Human keypoint data:

=== Begin Enclosure ===

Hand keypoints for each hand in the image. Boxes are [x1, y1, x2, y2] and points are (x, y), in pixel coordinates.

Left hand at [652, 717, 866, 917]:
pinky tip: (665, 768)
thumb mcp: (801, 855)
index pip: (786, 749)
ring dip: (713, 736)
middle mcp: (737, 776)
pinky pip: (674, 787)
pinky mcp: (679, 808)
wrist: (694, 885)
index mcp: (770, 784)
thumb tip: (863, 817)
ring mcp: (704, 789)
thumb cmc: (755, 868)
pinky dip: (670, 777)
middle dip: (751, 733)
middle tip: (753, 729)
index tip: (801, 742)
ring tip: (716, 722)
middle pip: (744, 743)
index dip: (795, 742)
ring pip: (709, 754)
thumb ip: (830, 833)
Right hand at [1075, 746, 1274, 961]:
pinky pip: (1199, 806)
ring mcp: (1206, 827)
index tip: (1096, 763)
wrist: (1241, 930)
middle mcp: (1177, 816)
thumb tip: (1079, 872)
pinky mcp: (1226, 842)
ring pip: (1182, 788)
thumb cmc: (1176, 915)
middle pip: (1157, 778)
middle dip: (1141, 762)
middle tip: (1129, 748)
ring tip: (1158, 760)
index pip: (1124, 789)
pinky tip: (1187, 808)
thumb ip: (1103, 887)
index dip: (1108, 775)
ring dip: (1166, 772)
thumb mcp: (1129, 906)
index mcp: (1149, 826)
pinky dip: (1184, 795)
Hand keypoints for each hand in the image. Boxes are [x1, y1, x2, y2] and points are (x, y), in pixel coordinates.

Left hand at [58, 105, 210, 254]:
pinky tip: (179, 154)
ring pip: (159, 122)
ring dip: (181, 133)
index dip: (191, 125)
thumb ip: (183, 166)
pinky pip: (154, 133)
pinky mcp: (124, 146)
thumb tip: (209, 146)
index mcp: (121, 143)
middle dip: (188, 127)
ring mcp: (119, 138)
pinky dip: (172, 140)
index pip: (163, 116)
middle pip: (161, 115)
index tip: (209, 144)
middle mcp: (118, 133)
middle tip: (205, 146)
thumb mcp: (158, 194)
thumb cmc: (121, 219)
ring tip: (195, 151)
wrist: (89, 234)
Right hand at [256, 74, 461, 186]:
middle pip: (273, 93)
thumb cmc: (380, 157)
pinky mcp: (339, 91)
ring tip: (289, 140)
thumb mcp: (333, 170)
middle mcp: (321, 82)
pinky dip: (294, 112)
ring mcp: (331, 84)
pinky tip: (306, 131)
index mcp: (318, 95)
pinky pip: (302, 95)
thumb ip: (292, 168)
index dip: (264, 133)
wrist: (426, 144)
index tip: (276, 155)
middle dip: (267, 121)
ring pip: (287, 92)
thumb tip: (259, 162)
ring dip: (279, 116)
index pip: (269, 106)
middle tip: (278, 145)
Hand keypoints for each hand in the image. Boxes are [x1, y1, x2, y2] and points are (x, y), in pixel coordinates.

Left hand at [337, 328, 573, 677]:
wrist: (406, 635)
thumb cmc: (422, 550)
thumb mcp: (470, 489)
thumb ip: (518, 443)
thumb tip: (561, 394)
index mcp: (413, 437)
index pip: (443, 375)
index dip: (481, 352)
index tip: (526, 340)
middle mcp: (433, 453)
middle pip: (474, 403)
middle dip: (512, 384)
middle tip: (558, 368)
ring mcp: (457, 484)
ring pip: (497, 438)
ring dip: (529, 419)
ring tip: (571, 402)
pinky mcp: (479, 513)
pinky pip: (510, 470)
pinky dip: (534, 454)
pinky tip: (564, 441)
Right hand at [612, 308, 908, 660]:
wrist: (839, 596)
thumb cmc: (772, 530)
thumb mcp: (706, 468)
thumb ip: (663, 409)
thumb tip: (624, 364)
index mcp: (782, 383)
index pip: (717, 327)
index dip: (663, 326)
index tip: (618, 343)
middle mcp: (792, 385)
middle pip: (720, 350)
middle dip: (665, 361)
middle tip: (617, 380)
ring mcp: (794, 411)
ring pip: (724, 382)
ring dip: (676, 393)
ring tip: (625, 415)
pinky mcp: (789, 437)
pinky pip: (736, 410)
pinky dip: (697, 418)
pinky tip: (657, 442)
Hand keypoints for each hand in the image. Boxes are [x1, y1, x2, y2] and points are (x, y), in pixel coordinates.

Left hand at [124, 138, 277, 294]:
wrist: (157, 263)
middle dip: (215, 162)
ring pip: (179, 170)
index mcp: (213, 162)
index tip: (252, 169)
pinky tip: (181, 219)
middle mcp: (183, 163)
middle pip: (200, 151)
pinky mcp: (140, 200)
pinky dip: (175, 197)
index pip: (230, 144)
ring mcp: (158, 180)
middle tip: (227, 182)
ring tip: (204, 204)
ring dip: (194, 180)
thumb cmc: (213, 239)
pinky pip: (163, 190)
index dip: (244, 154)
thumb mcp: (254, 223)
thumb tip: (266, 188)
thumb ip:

=== End Enclosure ===

--- What is required ---
Write down exactly the span of lines above from the one containing "middle mcp: (737, 776)" to the one containing "wrist: (89, 234)", both ends included.

--- Response box ---
middle mcp: (737, 776)
pinky pip: (674, 787)
pinky mcp: (679, 808)
wrist: (694, 885)
index mcp: (770, 784)
thumb tip: (863, 817)
ring mcp: (704, 789)
thumb cmc: (755, 868)
pinky dip: (670, 777)
middle dip: (751, 733)
middle tip: (753, 729)
index tip: (801, 742)
ring tip: (716, 722)
middle pip: (744, 743)
index dip: (795, 742)
ring pip: (709, 754)
thumb ip: (830, 833)
Right hand at [1075, 746, 1274, 961]:
pinky pip: (1199, 806)
ring mcp: (1206, 827)
index tip: (1096, 763)
wrist: (1241, 930)
middle mcp: (1177, 816)
thumb tip: (1079, 872)
pinky mcp: (1226, 842)
ring pip: (1182, 788)
thumb cmc: (1176, 915)
middle pip: (1157, 778)
middle dip: (1141, 762)
middle tip: (1129, 748)
ring tip: (1158, 760)
index pip: (1124, 789)
pinky tip: (1187, 808)
thumb ip: (1103, 887)
index dip: (1108, 775)
ring dip: (1166, 772)
thumb mcp: (1129, 906)
index mcp: (1149, 826)
pinky dip: (1184, 795)
Hand keypoints for each hand in the image. Boxes are [x1, y1, x2, y2] and points are (x, y), in pixel coordinates.

Left hand at [58, 105, 210, 254]:
pinky tip: (179, 154)
ring pip: (159, 122)
ring dip: (181, 133)
index dip: (191, 125)
thumb ip: (183, 166)
pinky pip: (154, 133)
pinky mcp: (124, 146)
thumb tip: (209, 146)
index mcp: (121, 143)
middle dip: (188, 127)
ring mcp: (119, 138)
pinky dip: (172, 140)
index pip: (163, 116)
middle pip: (161, 115)
index tip: (209, 144)
middle mcp: (118, 133)
middle tip: (205, 146)
thumb mcp: (158, 194)
thumb cmc: (121, 219)
ring tip: (195, 151)
wrist: (89, 234)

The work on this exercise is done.